━━━ Material supplied ━━━

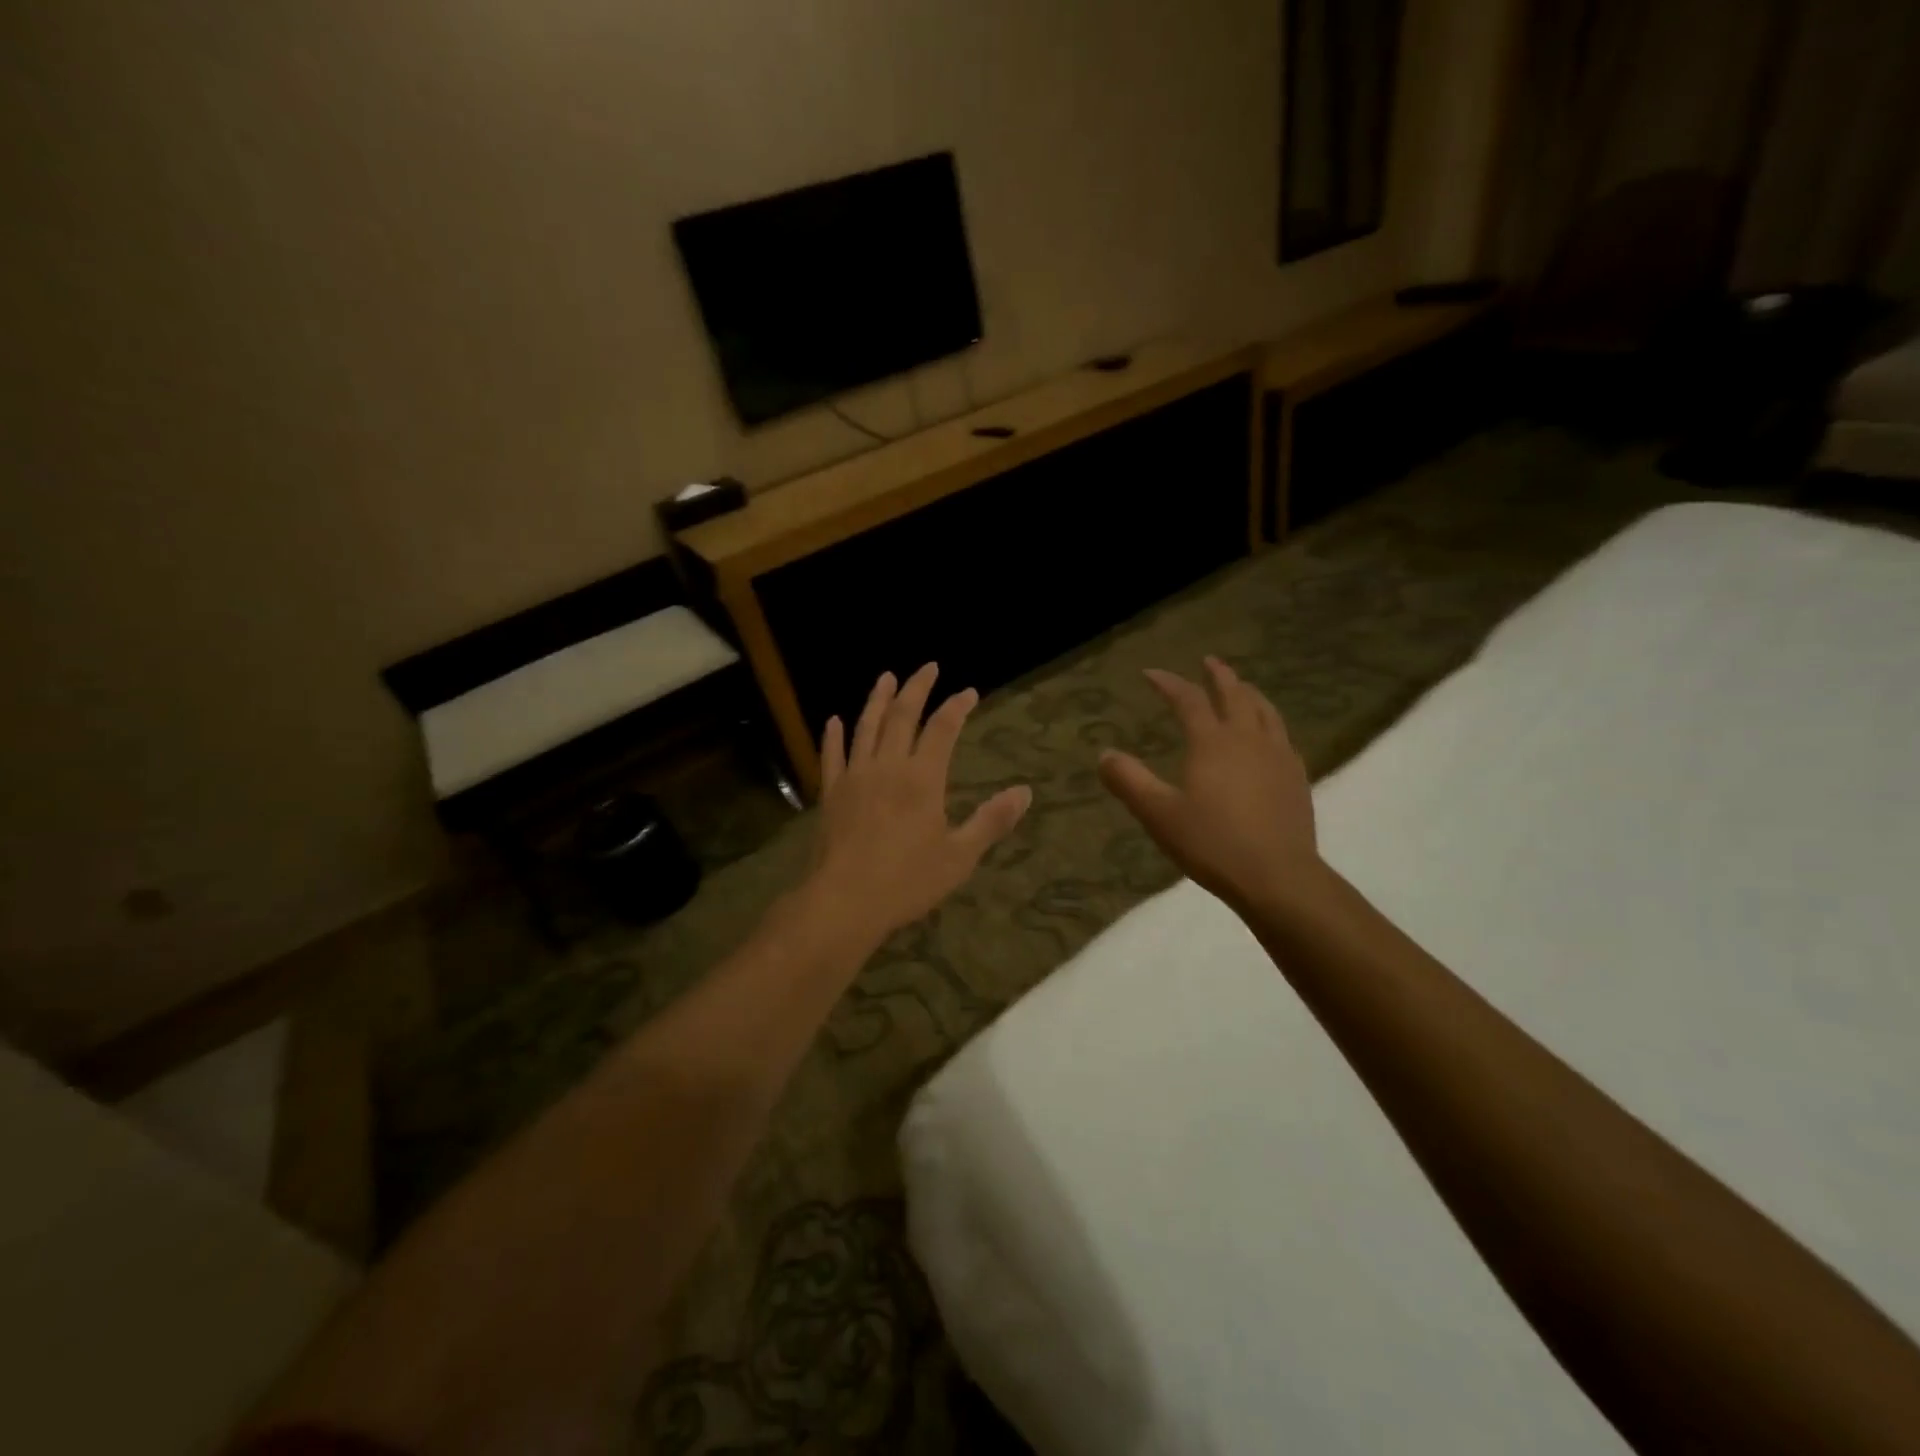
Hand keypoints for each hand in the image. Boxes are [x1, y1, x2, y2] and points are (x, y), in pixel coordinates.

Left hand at [805, 664, 1031, 945]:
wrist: (844, 901)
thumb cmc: (907, 881)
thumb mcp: (959, 856)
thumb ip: (991, 821)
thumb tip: (1025, 792)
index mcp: (922, 778)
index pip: (942, 729)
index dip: (957, 706)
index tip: (969, 692)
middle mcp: (887, 766)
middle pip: (901, 715)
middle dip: (917, 688)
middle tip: (928, 667)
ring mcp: (854, 777)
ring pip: (866, 727)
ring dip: (877, 699)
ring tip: (886, 677)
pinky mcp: (830, 793)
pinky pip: (831, 755)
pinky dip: (833, 735)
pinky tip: (834, 721)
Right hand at [1098, 656, 1321, 915]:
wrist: (1278, 877)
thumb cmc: (1212, 843)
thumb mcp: (1159, 814)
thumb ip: (1129, 781)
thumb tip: (1105, 754)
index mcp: (1212, 742)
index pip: (1188, 700)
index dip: (1168, 683)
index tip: (1151, 673)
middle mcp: (1247, 739)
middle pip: (1235, 694)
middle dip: (1219, 675)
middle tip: (1208, 661)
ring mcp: (1278, 756)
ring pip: (1265, 711)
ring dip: (1249, 693)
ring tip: (1242, 687)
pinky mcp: (1296, 778)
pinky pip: (1283, 736)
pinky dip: (1270, 722)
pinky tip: (1269, 736)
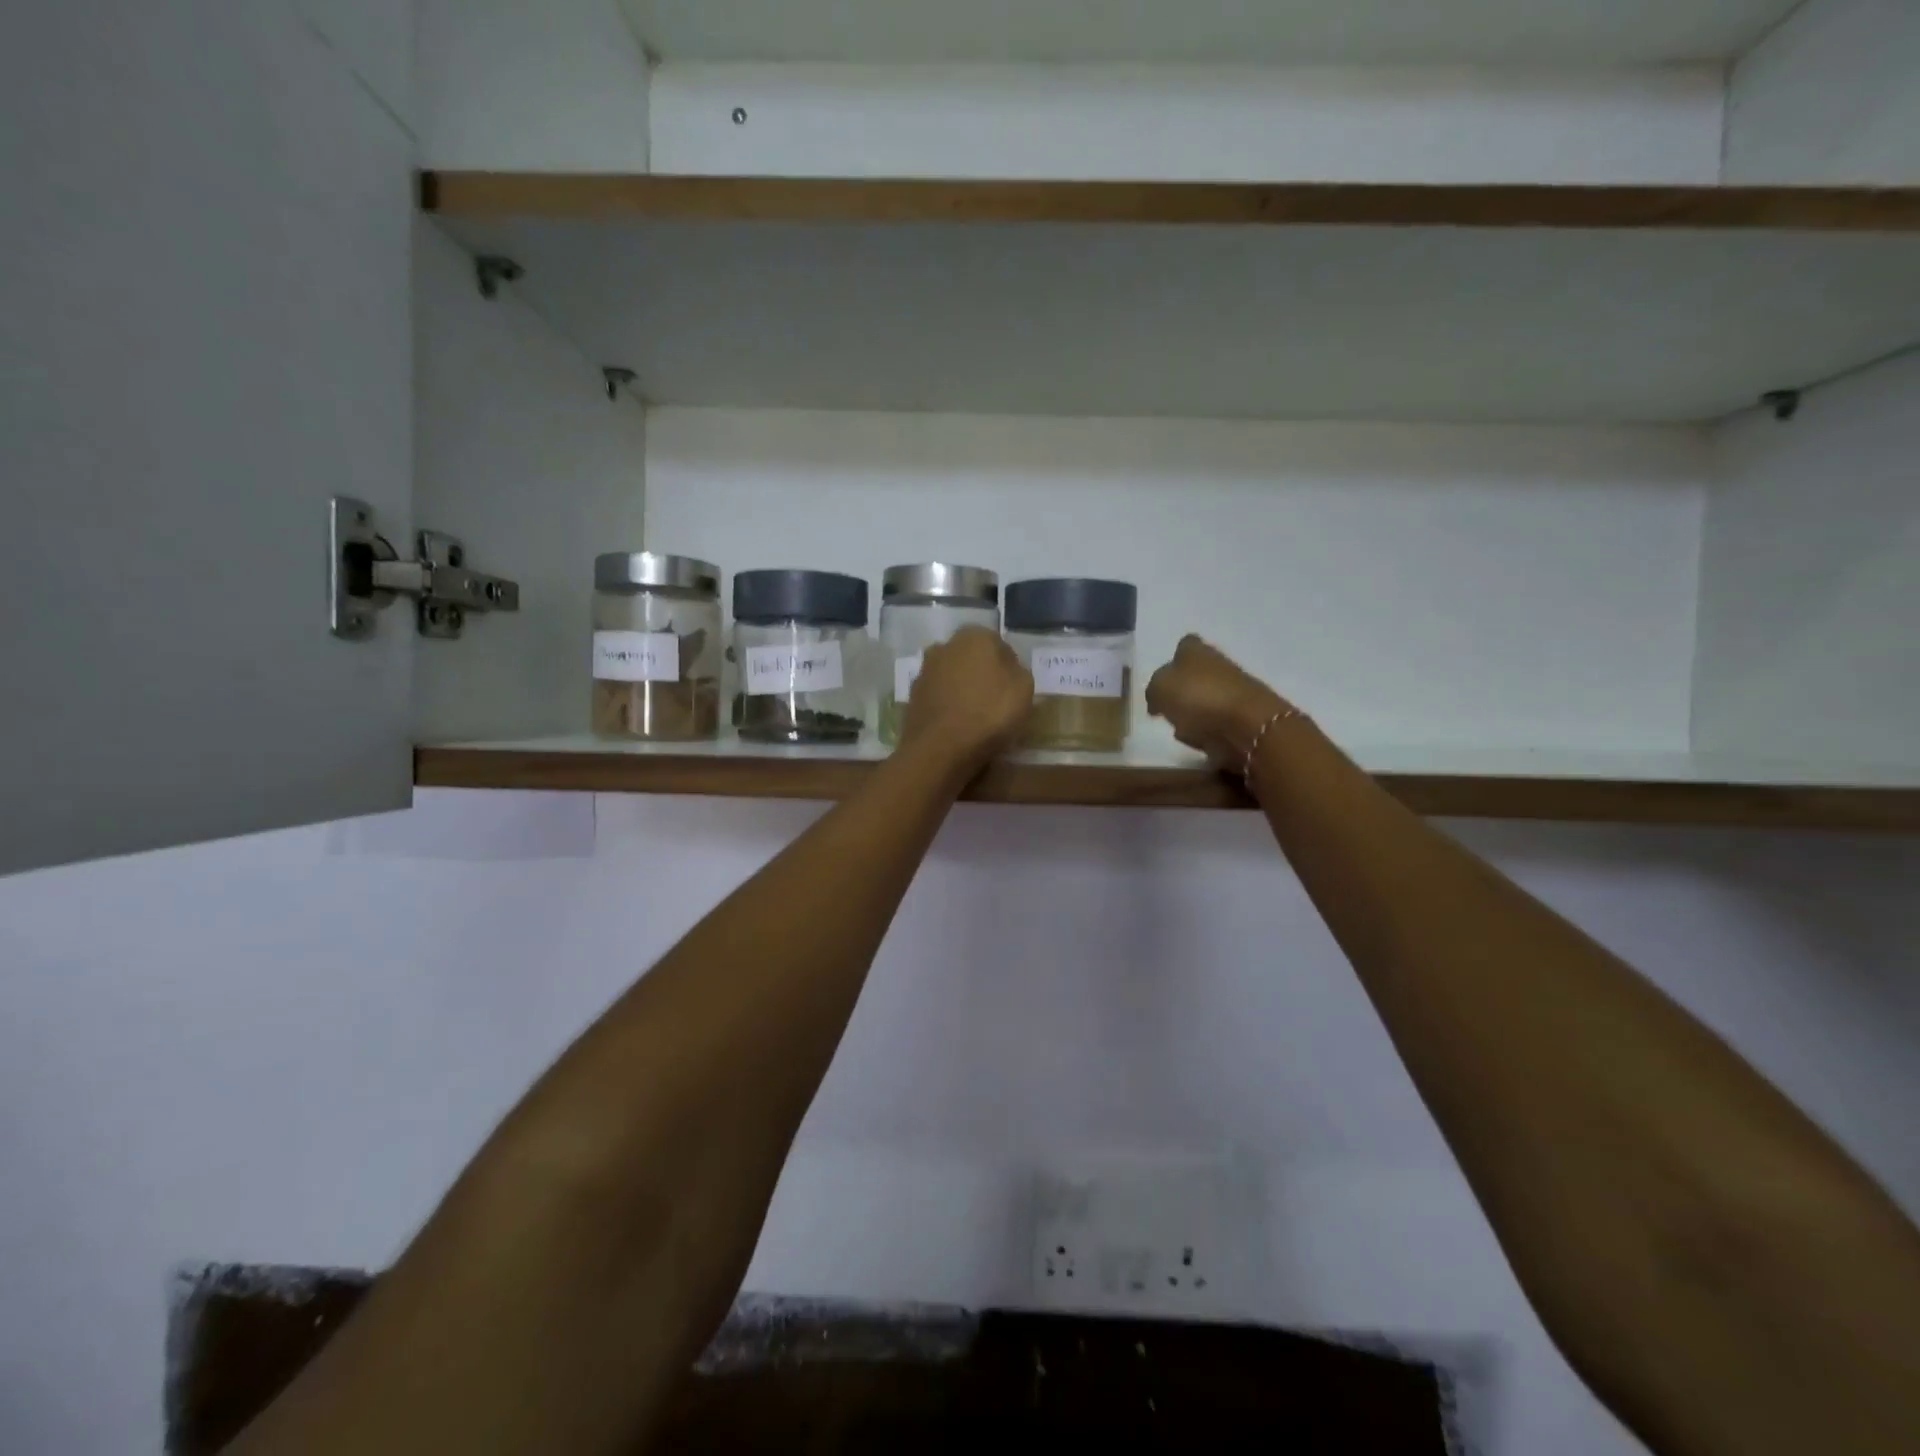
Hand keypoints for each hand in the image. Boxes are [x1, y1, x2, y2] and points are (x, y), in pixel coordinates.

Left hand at [899, 627, 1034, 772]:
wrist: (940, 748)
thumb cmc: (989, 713)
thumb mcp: (1024, 689)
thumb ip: (1018, 672)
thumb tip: (1008, 669)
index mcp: (975, 636)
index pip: (1000, 646)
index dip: (1010, 669)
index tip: (1015, 690)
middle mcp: (945, 645)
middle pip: (972, 659)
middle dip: (982, 675)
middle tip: (996, 702)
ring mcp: (925, 671)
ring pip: (952, 677)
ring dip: (962, 690)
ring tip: (976, 718)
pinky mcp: (912, 696)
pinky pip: (938, 697)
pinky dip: (947, 706)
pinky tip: (957, 726)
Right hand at [1145, 635, 1298, 767]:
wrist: (1249, 725)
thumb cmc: (1198, 698)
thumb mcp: (1159, 689)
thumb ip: (1153, 689)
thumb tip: (1157, 697)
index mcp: (1195, 650)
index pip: (1184, 645)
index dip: (1173, 660)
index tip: (1161, 681)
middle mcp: (1218, 664)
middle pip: (1197, 674)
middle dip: (1183, 690)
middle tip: (1166, 708)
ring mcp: (1236, 690)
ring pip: (1207, 698)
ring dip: (1195, 712)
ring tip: (1181, 729)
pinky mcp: (1246, 716)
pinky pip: (1219, 722)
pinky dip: (1209, 730)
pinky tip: (1200, 740)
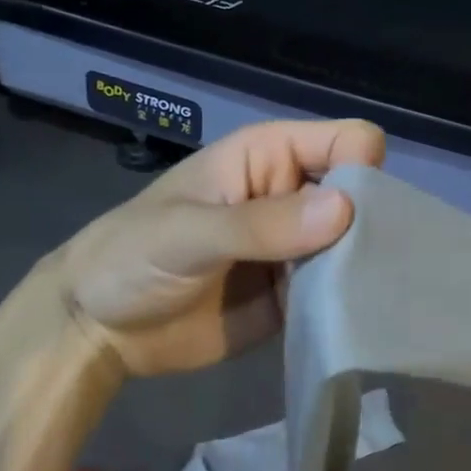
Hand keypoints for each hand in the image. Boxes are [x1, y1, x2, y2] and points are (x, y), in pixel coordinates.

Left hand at [54, 119, 385, 375]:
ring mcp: (299, 247)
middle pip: (364, 195)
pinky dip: (350, 304)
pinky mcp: (297, 295)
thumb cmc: (131, 256)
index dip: (362, 170)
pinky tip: (358, 322)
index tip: (357, 219)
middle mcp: (295, 195)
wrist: (96, 329)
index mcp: (272, 157)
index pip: (347, 141)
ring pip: (359, 245)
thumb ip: (261, 223)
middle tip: (371, 270)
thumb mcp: (188, 232)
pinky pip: (339, 292)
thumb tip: (346, 209)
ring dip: (366, 269)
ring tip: (373, 301)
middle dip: (373, 226)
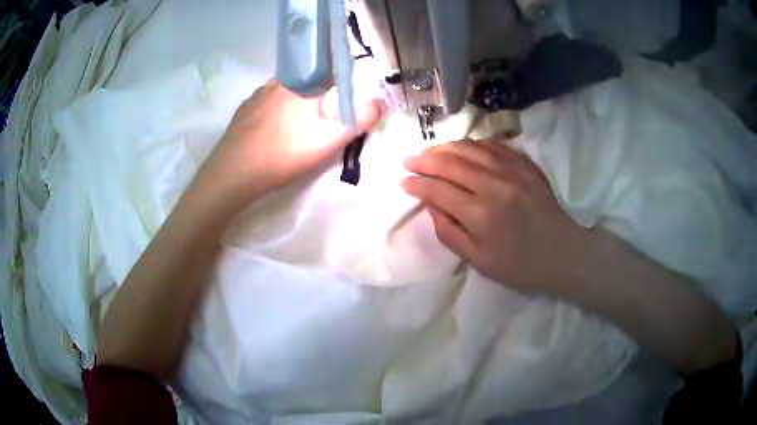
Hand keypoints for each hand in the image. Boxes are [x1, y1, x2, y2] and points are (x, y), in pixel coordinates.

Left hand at [192, 81, 384, 213]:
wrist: (233, 174)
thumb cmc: (283, 154)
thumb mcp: (328, 141)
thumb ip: (357, 120)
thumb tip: (381, 102)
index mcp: (302, 82)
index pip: (328, 70)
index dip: (339, 83)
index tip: (341, 103)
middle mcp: (278, 81)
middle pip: (306, 81)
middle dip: (317, 96)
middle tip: (319, 121)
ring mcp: (257, 95)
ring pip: (284, 92)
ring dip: (294, 102)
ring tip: (296, 128)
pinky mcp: (243, 110)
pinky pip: (266, 103)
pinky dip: (274, 111)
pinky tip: (273, 131)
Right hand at [402, 140, 588, 295]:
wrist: (563, 253)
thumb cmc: (519, 265)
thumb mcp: (478, 260)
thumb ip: (449, 232)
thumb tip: (430, 205)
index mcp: (480, 215)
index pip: (438, 190)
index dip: (417, 185)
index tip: (403, 182)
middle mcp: (494, 185)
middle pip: (450, 163)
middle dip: (425, 160)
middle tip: (409, 160)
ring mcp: (512, 170)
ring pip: (470, 149)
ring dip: (445, 147)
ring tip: (430, 151)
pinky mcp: (526, 164)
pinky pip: (493, 146)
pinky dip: (472, 144)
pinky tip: (462, 148)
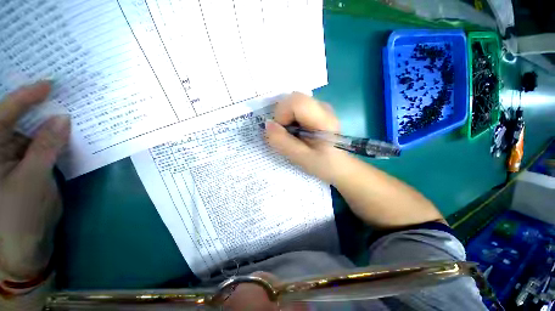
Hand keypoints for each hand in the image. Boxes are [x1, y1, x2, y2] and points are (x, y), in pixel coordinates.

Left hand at [0, 82, 69, 279]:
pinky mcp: (23, 167)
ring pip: (28, 132)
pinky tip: (62, 134)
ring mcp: (11, 159)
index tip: (50, 84)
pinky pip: (37, 145)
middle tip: (56, 93)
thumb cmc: (20, 215)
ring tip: (63, 113)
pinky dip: (49, 139)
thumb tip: (63, 119)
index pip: (4, 114)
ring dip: (45, 124)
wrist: (26, 245)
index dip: (26, 97)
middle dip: (34, 106)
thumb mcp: (33, 179)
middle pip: (15, 120)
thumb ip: (46, 146)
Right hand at [265, 92, 347, 183]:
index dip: (282, 114)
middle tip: (286, 134)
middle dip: (282, 116)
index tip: (282, 132)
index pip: (296, 101)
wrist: (341, 166)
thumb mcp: (301, 158)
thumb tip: (267, 124)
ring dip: (286, 118)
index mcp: (323, 119)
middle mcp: (323, 107)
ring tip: (292, 135)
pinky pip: (297, 109)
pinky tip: (297, 132)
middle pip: (293, 99)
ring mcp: (320, 108)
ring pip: (293, 103)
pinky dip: (291, 119)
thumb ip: (283, 142)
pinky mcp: (317, 112)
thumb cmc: (324, 165)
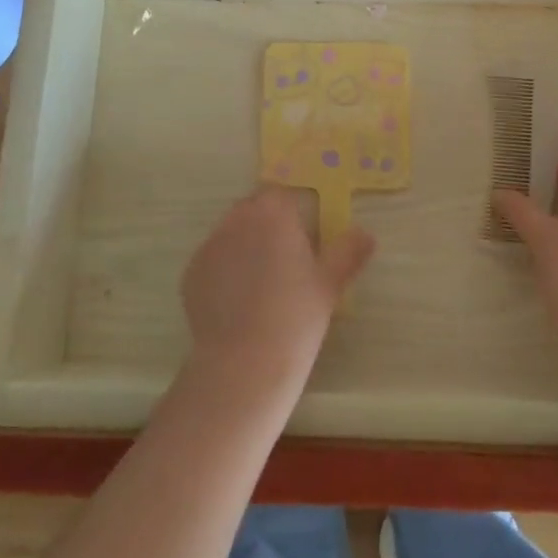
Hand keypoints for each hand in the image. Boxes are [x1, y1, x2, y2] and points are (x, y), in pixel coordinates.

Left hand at [181, 186, 373, 396]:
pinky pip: (212, 260)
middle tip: (284, 259)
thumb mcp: (330, 283)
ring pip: (230, 233)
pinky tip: (238, 301)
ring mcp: (210, 245)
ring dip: (243, 244)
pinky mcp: (191, 272)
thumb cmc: (296, 316)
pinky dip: (224, 271)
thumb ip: (348, 252)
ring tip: (260, 283)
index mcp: (273, 214)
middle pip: (252, 209)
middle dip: (266, 225)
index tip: (303, 238)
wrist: (245, 361)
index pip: (281, 196)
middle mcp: (237, 220)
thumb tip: (365, 234)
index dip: (291, 213)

━━━

Brief: Please set down, exactly and with no pictures, the lines in the entries above starting at the one holding "thumb cmc: (989, 713)" and ending at the one holding "pinky dip: (350, 304)", ends included.

Exercise solution:
thumb cmc: (989, 713)
thumb mcp: (1024, 689)
thumb ip: (1018, 672)
thumb tip: (1008, 669)
index mcp: (975, 636)
index pip: (1000, 646)
index dip: (1010, 669)
index tip: (1015, 690)
middle mcp: (945, 645)
middle pip: (972, 659)
middle dip: (982, 675)
middle tip: (996, 702)
ring mcp: (925, 671)
ring pip: (952, 677)
ring dip: (962, 690)
ring tip: (976, 718)
pinky mcp: (912, 696)
pinky pip: (938, 697)
pinky dip: (947, 706)
pinky tip: (957, 726)
Right hand at [1145, 635, 1298, 767]:
wrist: (1249, 725)
thumb cmc: (1198, 698)
thumb mcp: (1159, 689)
thumb ip: (1153, 689)
thumb tip: (1157, 697)
index mcp: (1195, 650)
index pip: (1184, 645)
index dip: (1173, 660)
index tip: (1161, 681)
middle mcp: (1218, 664)
middle pip: (1197, 674)
middle dip: (1183, 690)
middle tip: (1166, 708)
ring mcp: (1236, 690)
ring pip: (1207, 698)
ring dip: (1195, 712)
ring tip: (1181, 729)
pinky mcp: (1246, 716)
pinky pip: (1219, 722)
pinky dip: (1209, 730)
pinky tip: (1200, 740)
Hand keypoints for each hand in the image. Boxes are [x1, y1, x2, y2] and points are (x, y), in pixel coordinates.

Left hand at [54, 119, 385, 375]:
ring mcp: (299, 247)
middle pip: (364, 195)
pinky dip: (350, 304)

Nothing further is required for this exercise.